Where things become more confusing is that your website needs to specifically target EU members in order for GDPR to apply. For example, if you are a small B2B organization with an English website that is really geared towards US consumers but a person living in a EU country finds your website and wants to make a purchase, you do not need to be in compliance with GDPR.
If your website specifically targets, in any way, to EU countries, via language and other campaign goals, you must comply. Accepting another country’s currency, having an alternate domain with another country’s web suffix, or having content written in another country’s language makes you complicit as well.
Heavily Impacted Industries and Compliance
The most impacted US-based industries known for doing international operations are those that all into the hospitality industry and travel. Companies that deal in e-commerce, technology, and software should be especially conscious as well. Any website owner who could potentially market in the EU should review their website and organizational practices to be sure they are compliant.
The biggest issue with compliance is that consumers must be able to give consent. There are specific criteria for ensuring consumers are informed and the language must be unambiguous. In other words, clients get to opt-in; you do not get to force them to opt-out.
Even if a customer were to make a purchase from you, doing so does not give you permission to add them to a mailing list and continue to make contact via email promotions. A customer must have a box to check to give permission – no exceptions.
Not sure how to implement opt-ins? Call us at the Sachs Marketing Group office. Through our web design service, we can help you optimize and adjust to ensure opt-ins are present without distracting from conversions.
Complications and Consequences
The documentation and articles that make up GDPR is lengthy, complicated, and can be relatively confusing to the average business. If you have any doubts at all, contact a lawyer with experience in ecommerce and GDPR regulations.

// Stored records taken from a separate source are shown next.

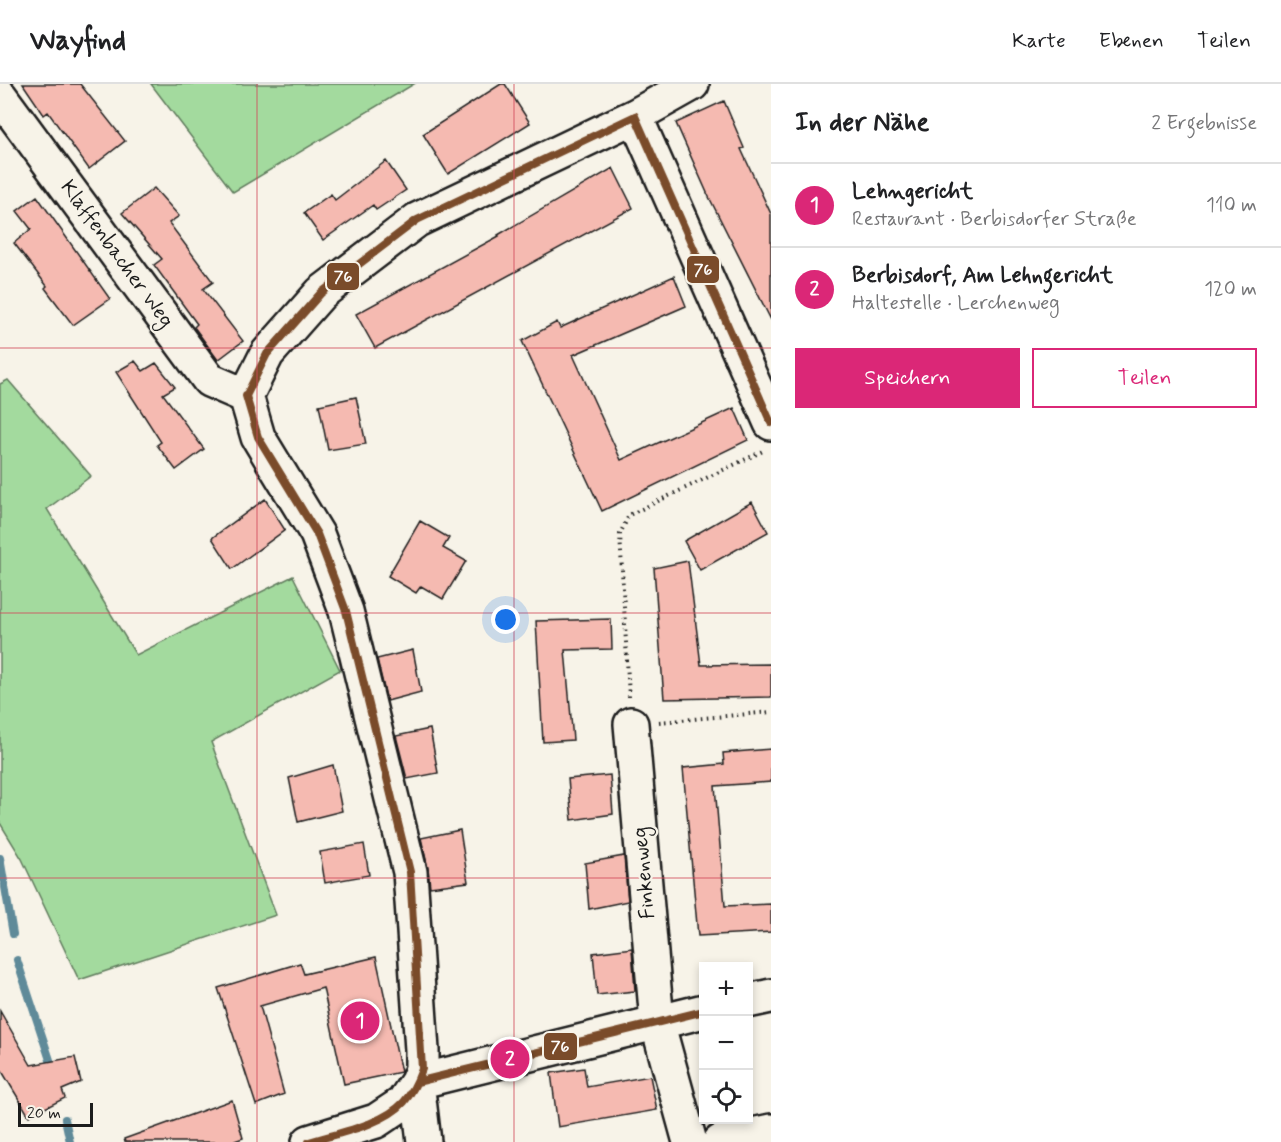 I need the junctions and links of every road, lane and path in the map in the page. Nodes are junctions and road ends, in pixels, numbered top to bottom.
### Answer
1 (692, 84) edge
2 (0, 96) edge
3 (635, 116) junction
4 (246, 396) junction
5 (771, 423) edge
6 (771, 447) edge
7 (771, 712) edge
8 (631, 724) junction
9 (771, 996) edge
10 (753, 1000) edge
11 (699, 1012) edge
12 (657, 1022) junction
13 (417, 1082) junction
14 (771, 1131) edge
15 (309, 1142) edge
16 (424, 1142) edge
17 (690, 1142) edge
18 (720, 1142) edge

1 - 3 street
2 - 4 street, Klaffenbacher Weg
3 - 4 street
3 - 5 street
4 - 13 street
6 - 8 path
7 - 8 path
8 - 12 street, Finkenweg
9 - 10 street
11 - 12 street
12 - 13 street
12 - 17 street, Finkenweg
13 - 15 street
13 - 16 street
14 - 18 street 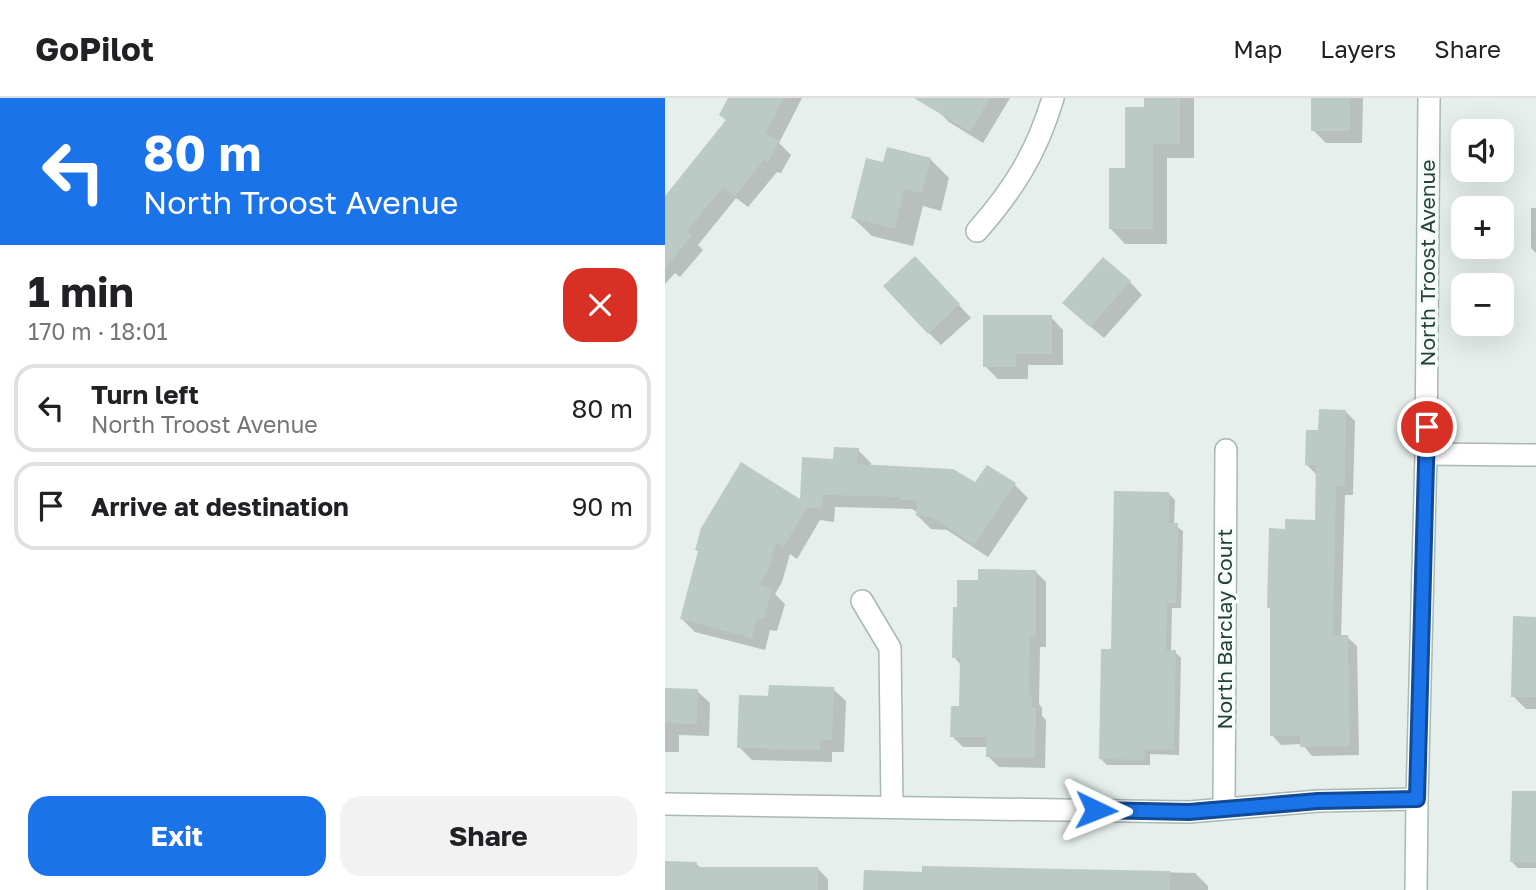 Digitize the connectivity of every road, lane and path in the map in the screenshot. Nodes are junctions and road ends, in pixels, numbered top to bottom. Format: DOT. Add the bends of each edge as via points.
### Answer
graph roads {
  1 [pos="1053,98"];
  2 [pos="1429,98"];
  3 [pos="977,231"];
  4 [pos="1226,450"];
  5 [pos="1426,454"];
  6 [pos="1536,455"];
  7 [pos="862,601"];
  8 [pos="1417,799"];
  9 [pos="665,804"];
  10 [pos="892,806"];
  11 [pos="1224,808"];
  12 [pos="1416,890"];
  1 -- 3 [label="street" via="1026,167"];
  2 -- 5 [label="street, North Troost Avenue"];
  4 -- 11 [label="street, North Barclay Court"];
  5 -- 6 [label="street"];
  5 -- 8 [label="street, North Troost Avenue"];
  7 -- 10 [label="street" via="890,648"];
  8 -- 11 [label="street"];
  8 -- 12 [label="street, North Troost Avenue"];
  9 -- 10 [label="street"];
  10 -- 11 [label="street" via="1189,812"];
} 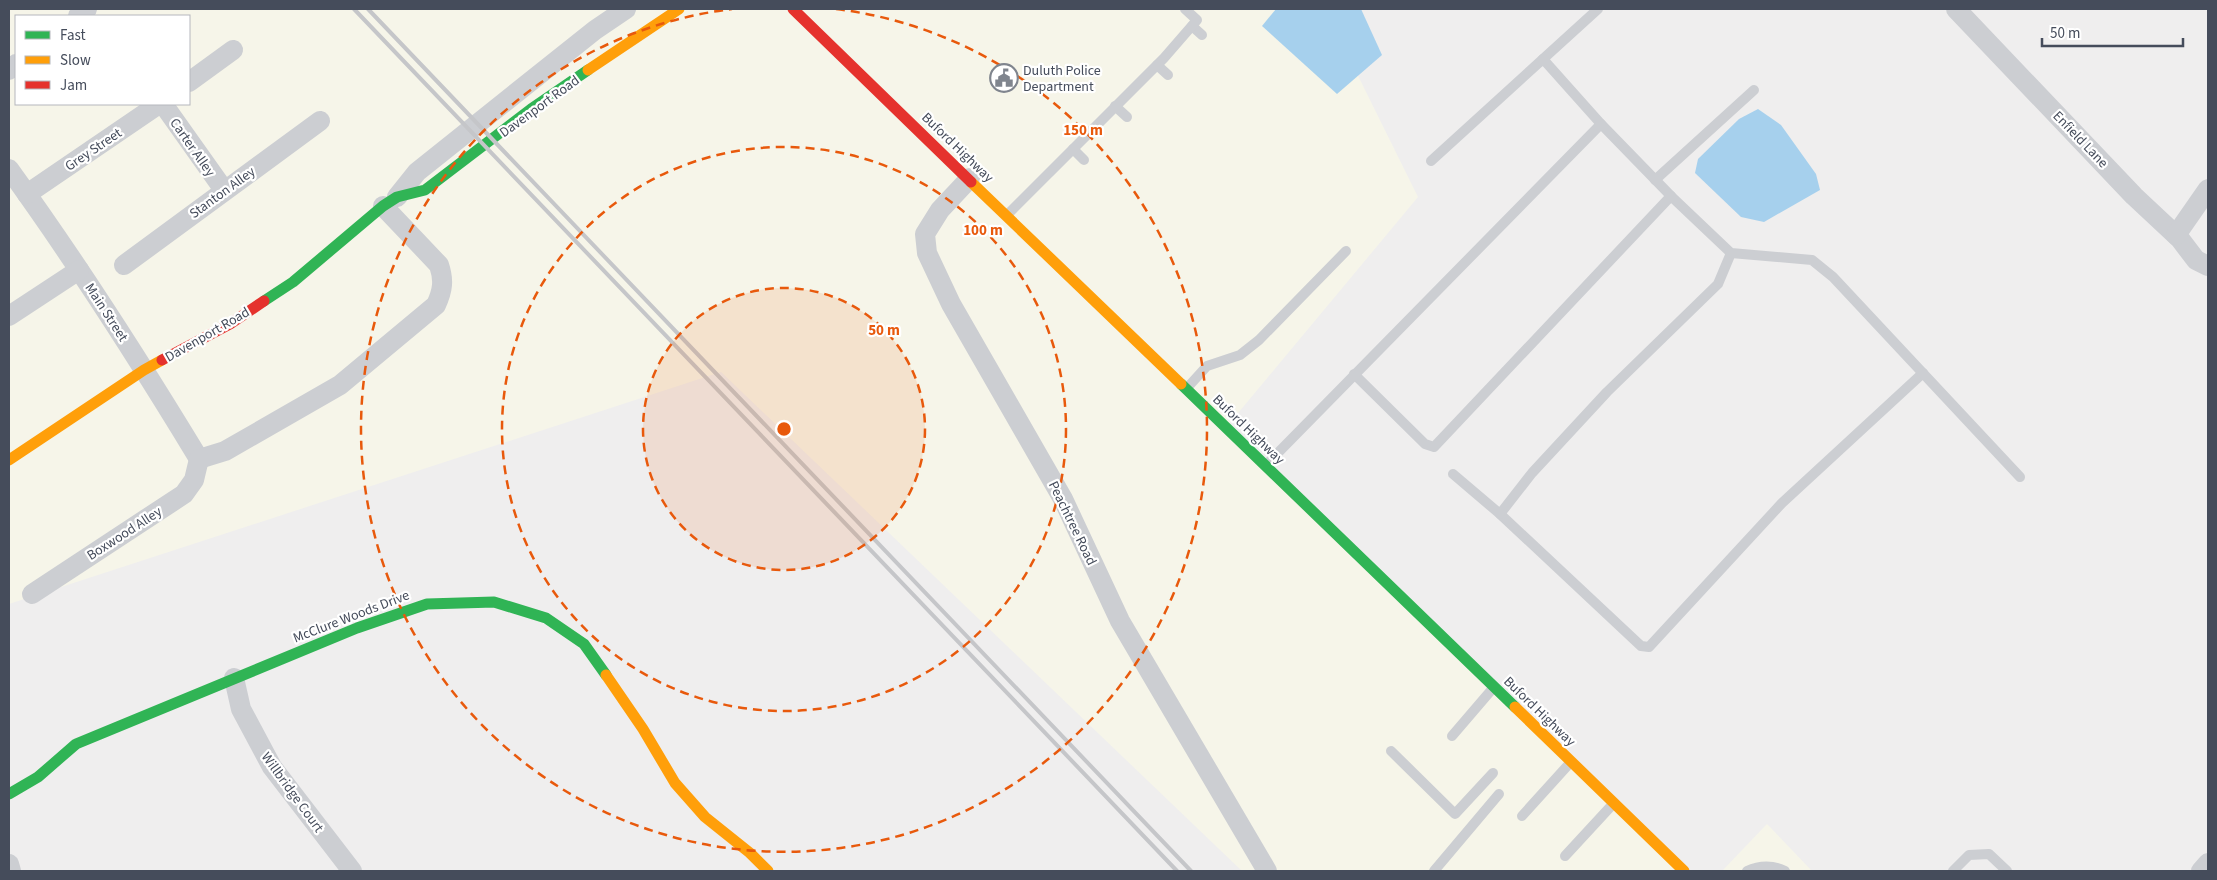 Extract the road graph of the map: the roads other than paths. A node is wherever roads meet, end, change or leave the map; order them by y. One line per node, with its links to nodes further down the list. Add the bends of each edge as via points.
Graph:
1 (626, 9): 31 (street, Davenport Road, via 595,30 417,172)
2 (679, 9): 31 (street, Davenport Road, via 531,109 425,190)
3 (793, 9): 25 (street, Buford Highway)
4 (1185, 9): 7 (lane, via 1196,20)
5 (1598, 9): 10 (lane)
6 (1956, 9): 33 (street, Enfield Lane, via 2134,196)
7 (1192, 26): 8 (lane); 11 (lane)
8 (1202, 35)
9 (233, 50): 13 (street)
10 (1543, 59): 20 (lane); 23 (lane)
11 (1157, 65): 12 (lane); 17 (lane)
12 (1168, 75)
13 (190, 81)
14 (1754, 90): 26 (lane)
15 (158, 105): 29 (street, Grey Street)
16 (164, 105): 28 (street, Carter Alley)
17 (1115, 106): 18 (lane); 21 (lane)
18 (1127, 117)
19 (320, 121): 28 (street, Stanton Alley)
20 (1601, 124): 26 (lane); 42 (lane)
21 (1073, 150): 22 (lane); 32 (lane)
22 (1084, 160)
23 (1431, 161)
24 (9, 169): 29 (street, Main Street)
25 (970, 178): 32 (street, Buford Highway); 68 (street, Peachtree Road, via 940,210 925,234 927,253 951,304 1063,499 1120,621)
26 (1655, 180): 30 (lane)
27 (2208, 189): 33 (street)
28 (224, 190): 36 (street, Stanton Alley)
29 (27, 194): 38 (street, Main Street)
30 (1671, 196): 35 (lane); 42 (lane, via 1434,447 1425,444)
31 (390, 202): 40 (street, Davenport Road, via 293,282 230,324); 44 (street, via 439,265 443,276 442,292 436,305 340,385 225,451)
32 (1007, 215): 43 (street, Buford Highway)
33 (2176, 235): 37 (street, Enfield Lane, via 2196,260)
34 (1346, 251): 43 (lane, via 1259,340 1240,355 1207,366)
35 (1731, 253): 41 (lane, via 1812,260 1833,277); 49 (lane, via 1718,284 1607,392 1532,472)
36 (124, 265)
37 (2208, 266)
38 (79, 270): 39 (street); 40 (street, Main Street)
39 (9, 316)
40 (144, 370): 44 (street, Main Street); 45 (street, Davenport Road)
41 (1923, 373): 48 (lane); 49 (lane, via 1782,503 1650,647 1641,646)
42 (1354, 374): 46 (lane)
43 (1186, 389): 46 (street, Buford Highway)
44 (199, 459): 50 (street, Boxwood Alley, via 194,480 184,494)
45 (9, 460)
46 (1266, 466): 52 (street, Buford Highway)
47 (1453, 474): 49 (lane)
48 (2020, 477)
49 (1500, 514)
50 (32, 594)
51 (234, 678): 57 (street, McClure Woods Drive, via 76,744 38,777); 66 (street, Willbridge Court, via 242,709 272,767); 67 (street, McClure Woods Drive, via 357,628 427,604 494,602 546,618 584,644 675,783 705,817)
52 (1494, 687): 53 (lane); 55 (street, Buford Highway)
53 (1452, 736)
54 (1391, 751): 56 (lane, via 1456,814)
55 (1571, 762): 59 (street, Buford Highway); 60 (lane)
56 (1493, 773)
57 (9, 794)
58 (1499, 794): 69 (lane)
59 (1614, 804): 61 (lane); 62 (street, Buford Highway)
60 (1522, 816)
61 (1565, 856)
62 (1675, 862): 70 (lane); 71 (street, Buford Highway)
63 (2208, 863): 76 (street)
64 (9, 864): 65 (street)
65 (11, 871)
66 (352, 871)
67 (768, 871)
68 (1267, 871)
69 (1434, 871)
70 (1666, 871)
71 (1684, 871)
72 (1747, 871): 73 (lane, via 1766,866)
73 (1785, 871)
74 (1953, 871): 75 (lane, via 1969,855 1989,854)
75 (2007, 871)
76 (2201, 871)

Failure to secure consumer data or to respond appropriately to potential breaches (within 72 hours, usually) can result in hefty fines and penalties. There is no room for error when it comes to securing the personal data of consumers anywhere, but those protected by GDPR are watching carefully for any breach in protocol. Take the steps you need now to revamp your web practices, guidelines, and internal policies so that you don’t end up in news headlines later.